Cape Town - The slow South African economy may be forcing a higher rate of early retirement and, therefore, increasing the number of pensioners, according to the latest BankservAfrica Disposable Salary Index (BDSI) released on Wednesday.

It may also be a sign that more people are being retrenched and taking a lump sum, according to BankservAfrica.

For the last 14 months the number of total pension payments in SA has been steadily increasing, indicating a growth in the number of people who are retiring. This is after a decline for a period of roughly a year.

According to the BDSI report, when one looks at the total payments to people for pensions and salaries - including payments of over R100 000 per month - the total increase is 12%. This is well above the 8.7% increase for the total payments for those under R100 000.

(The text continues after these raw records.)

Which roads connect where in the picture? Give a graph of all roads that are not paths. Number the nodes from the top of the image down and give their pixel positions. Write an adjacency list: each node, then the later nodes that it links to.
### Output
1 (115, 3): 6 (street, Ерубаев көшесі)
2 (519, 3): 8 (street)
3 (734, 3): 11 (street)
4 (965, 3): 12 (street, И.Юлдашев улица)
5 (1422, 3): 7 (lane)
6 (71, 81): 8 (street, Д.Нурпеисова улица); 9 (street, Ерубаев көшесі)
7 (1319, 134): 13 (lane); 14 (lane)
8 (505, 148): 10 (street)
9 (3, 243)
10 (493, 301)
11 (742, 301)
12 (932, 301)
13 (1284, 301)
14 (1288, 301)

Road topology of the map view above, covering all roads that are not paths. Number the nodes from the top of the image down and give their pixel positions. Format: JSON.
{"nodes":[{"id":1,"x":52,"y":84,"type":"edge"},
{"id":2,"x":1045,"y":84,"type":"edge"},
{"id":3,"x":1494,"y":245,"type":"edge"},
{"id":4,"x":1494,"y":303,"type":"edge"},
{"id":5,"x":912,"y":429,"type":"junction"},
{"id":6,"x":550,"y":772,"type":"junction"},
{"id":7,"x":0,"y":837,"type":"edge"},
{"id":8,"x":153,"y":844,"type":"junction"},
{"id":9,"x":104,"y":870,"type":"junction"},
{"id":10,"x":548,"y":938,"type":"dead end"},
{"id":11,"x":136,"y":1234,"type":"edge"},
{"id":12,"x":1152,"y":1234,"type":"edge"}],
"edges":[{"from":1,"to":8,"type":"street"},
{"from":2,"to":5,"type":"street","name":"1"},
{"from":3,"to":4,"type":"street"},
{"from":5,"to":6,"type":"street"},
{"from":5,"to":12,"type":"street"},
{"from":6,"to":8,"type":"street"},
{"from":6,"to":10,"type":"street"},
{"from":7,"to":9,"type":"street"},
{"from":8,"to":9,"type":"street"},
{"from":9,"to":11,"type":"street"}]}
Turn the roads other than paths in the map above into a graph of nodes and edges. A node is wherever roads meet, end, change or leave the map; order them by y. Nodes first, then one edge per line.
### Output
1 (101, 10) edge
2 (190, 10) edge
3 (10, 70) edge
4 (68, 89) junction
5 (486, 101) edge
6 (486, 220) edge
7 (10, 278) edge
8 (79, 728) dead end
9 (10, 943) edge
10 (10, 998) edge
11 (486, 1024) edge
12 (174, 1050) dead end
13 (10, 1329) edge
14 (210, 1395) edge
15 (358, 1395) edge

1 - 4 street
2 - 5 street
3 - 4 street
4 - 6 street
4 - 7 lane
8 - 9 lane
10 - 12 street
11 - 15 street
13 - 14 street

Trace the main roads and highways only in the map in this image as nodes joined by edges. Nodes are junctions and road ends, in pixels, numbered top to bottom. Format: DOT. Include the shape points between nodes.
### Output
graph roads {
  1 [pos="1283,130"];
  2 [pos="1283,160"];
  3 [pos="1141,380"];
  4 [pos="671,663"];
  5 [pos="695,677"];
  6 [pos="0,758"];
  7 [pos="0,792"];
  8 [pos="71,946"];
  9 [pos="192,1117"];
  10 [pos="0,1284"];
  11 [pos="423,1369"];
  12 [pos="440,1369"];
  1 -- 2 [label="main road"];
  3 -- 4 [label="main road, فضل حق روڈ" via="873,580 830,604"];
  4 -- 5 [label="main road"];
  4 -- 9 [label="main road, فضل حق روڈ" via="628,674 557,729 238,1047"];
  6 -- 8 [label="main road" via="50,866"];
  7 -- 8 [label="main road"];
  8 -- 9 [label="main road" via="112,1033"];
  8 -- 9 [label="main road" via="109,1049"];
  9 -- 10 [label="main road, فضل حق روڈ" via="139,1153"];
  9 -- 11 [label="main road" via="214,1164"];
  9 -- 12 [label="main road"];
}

This is due to a huge 17.1% increase in the total number of pension payments - including payments over R100 000.

READ: Retirement and tax: What you need to know

Pension payments of over R100 000 is up 26.7%, which, according to the BDSI report, could be an indication of people getting a lump sum pay-out at retirement.

"Very few pensioners or salaried people would receive payments of over R100 000 per month after tax, pension and medical insurance are deducted," states the report.

"Although inflation will help to increase the number, generally it is a very small category and unlikely to be a monthly payment for pensions."
 
It states that this increase in the number of pensioners may also be a factor in the increase of the average pension payment, as new pensioners would typically have more money saved due to salary increases and not having eroded their savings as much as older people in the pension system.